Goal of the exercise> Using only the entries below, copy exactly the lines that begin at the one with "ring tip: (446, 275)" and end at the one with "middle tip: (800, 203)", both included. Drop the pictures.

Materials provided>
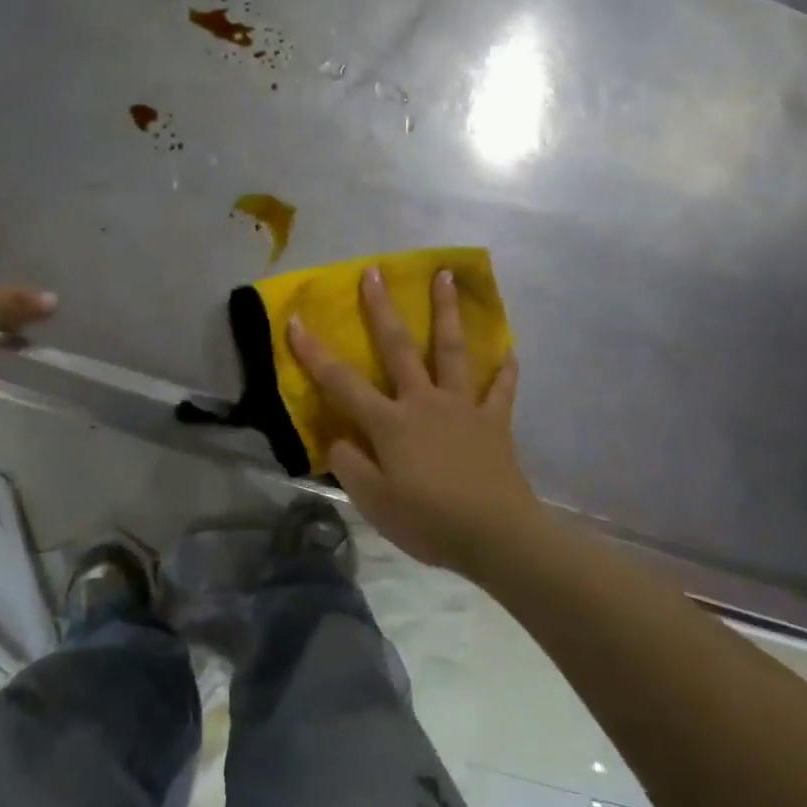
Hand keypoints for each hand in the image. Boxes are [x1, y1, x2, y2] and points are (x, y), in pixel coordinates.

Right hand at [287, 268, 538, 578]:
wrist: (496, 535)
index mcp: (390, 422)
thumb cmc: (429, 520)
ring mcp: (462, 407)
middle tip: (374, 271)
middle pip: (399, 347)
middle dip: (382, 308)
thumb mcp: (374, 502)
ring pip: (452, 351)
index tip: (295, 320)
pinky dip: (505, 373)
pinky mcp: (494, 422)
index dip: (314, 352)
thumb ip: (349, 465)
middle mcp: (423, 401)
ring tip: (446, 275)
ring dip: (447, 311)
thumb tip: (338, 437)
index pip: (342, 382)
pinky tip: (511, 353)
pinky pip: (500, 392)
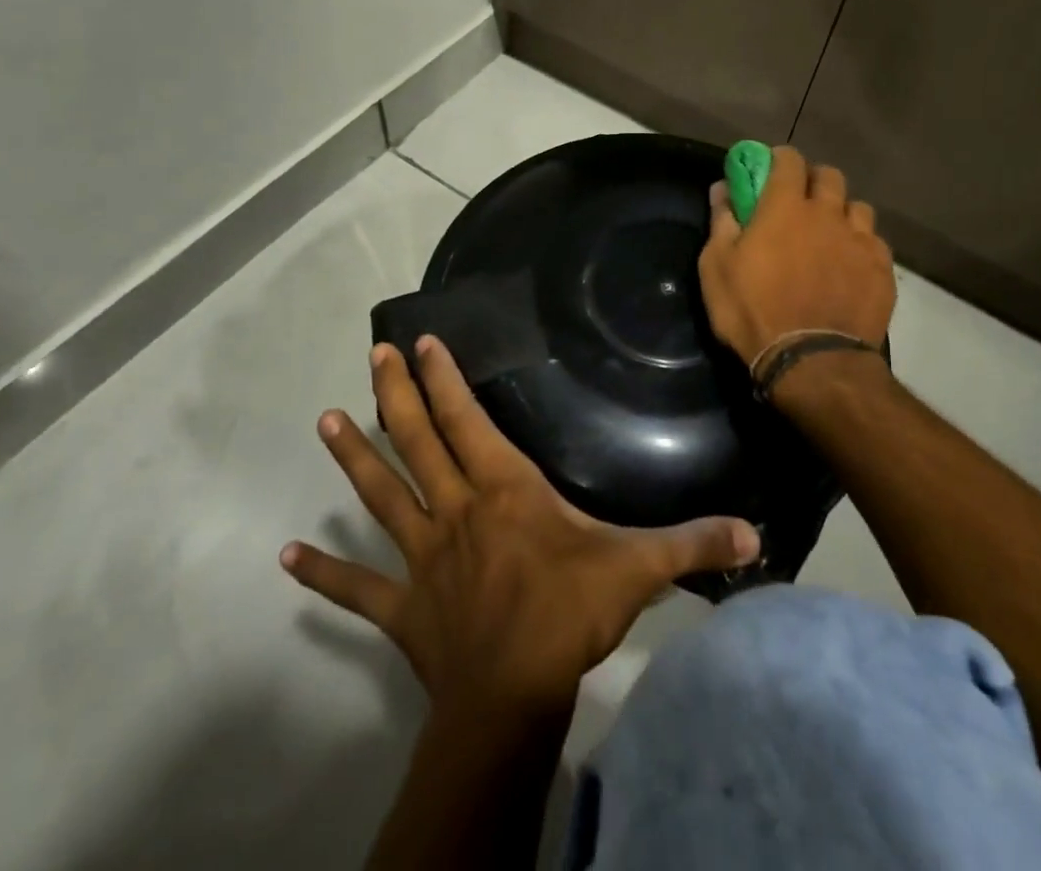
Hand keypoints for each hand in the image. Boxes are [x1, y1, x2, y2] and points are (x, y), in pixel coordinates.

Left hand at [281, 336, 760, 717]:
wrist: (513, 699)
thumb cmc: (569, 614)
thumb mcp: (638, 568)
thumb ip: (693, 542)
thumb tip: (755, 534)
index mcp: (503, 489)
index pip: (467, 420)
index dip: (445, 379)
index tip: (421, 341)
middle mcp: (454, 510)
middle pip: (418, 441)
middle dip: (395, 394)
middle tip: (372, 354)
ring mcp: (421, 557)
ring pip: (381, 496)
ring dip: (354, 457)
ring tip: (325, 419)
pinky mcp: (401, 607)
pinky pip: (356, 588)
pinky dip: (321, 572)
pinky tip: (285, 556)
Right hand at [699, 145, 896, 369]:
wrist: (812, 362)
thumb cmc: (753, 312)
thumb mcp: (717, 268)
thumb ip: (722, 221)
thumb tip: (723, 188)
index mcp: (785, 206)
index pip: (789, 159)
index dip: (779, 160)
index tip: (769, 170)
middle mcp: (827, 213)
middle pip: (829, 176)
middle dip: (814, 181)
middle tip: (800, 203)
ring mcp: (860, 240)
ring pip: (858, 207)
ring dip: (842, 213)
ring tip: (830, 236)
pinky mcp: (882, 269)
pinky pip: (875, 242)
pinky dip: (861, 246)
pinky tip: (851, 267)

---

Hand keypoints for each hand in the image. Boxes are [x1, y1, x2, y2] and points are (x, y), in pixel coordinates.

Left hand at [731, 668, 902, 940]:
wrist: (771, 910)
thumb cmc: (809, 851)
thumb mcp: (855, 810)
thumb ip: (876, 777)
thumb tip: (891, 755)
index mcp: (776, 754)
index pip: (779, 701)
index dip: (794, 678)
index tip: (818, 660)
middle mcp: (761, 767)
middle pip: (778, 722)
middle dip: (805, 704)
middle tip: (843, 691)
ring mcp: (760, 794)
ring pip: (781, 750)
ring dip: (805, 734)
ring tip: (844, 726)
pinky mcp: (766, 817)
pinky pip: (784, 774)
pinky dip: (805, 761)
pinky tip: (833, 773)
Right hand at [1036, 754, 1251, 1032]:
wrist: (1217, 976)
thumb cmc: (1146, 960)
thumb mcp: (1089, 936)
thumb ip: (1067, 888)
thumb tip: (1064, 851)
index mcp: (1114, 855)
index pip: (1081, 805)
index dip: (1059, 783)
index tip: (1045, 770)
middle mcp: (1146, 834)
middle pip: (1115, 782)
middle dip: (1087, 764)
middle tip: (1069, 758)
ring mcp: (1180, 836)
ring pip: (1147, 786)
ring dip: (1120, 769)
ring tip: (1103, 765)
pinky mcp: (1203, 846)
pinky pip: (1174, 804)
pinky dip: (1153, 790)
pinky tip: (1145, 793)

...

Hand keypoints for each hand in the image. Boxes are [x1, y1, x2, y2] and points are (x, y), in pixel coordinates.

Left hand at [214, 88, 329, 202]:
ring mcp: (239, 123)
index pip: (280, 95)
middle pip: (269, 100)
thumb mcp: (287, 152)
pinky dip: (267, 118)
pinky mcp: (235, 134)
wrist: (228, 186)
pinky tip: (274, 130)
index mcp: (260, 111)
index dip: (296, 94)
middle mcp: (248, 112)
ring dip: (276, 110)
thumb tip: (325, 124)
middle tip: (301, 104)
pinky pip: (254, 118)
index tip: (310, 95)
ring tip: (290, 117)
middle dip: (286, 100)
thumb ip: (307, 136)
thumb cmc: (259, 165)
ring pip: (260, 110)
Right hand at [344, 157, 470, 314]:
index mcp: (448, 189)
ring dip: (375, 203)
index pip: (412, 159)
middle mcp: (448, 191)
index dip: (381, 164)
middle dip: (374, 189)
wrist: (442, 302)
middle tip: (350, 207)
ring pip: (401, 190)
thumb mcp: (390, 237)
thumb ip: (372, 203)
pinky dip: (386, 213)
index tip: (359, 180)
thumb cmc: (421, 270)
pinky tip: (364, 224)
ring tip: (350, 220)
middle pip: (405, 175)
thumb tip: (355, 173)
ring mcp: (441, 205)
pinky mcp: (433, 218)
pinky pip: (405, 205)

Completed exercise>
ring tip: (446, 275)
ring dip: (447, 311)
thumb tip: (338, 437)
index pip: (342, 382)
pinky tip: (511, 353)
pinky pip: (500, 392)
Hand keypoints for each hand in the image. Boxes are [x1, y1, x2, y2] and points are (x, y), in pixel coordinates.

Left hand at [281, 336, 760, 717]:
wrist: (513, 699)
thumb cmc: (569, 614)
thumb mcp: (638, 568)
thumb ip: (693, 542)
thumb tip: (755, 534)
index mcp: (503, 489)
index pip: (467, 420)
index dip: (445, 379)
index tip: (421, 341)
middle mcp: (454, 510)
middle pip: (418, 441)
middle dip: (395, 394)
middle tip: (372, 354)
ring mcp: (421, 557)
ring pip: (381, 496)
ring dip: (354, 457)
ring tip: (325, 419)
pinky mcp: (401, 607)
pinky pip: (356, 588)
pinky dip: (321, 572)
pinky tip: (285, 556)
Right hand at [699, 145, 896, 369]:
wrist: (812, 362)
thumb cmc: (753, 312)
thumb mcp: (717, 268)
thumb ip: (722, 221)
thumb tip: (723, 188)
index mcp: (785, 206)
index pip: (789, 159)
index dip: (779, 160)
index tip: (769, 170)
middle mcp: (827, 213)
middle pip: (829, 176)
middle dip: (814, 181)
middle tip: (800, 203)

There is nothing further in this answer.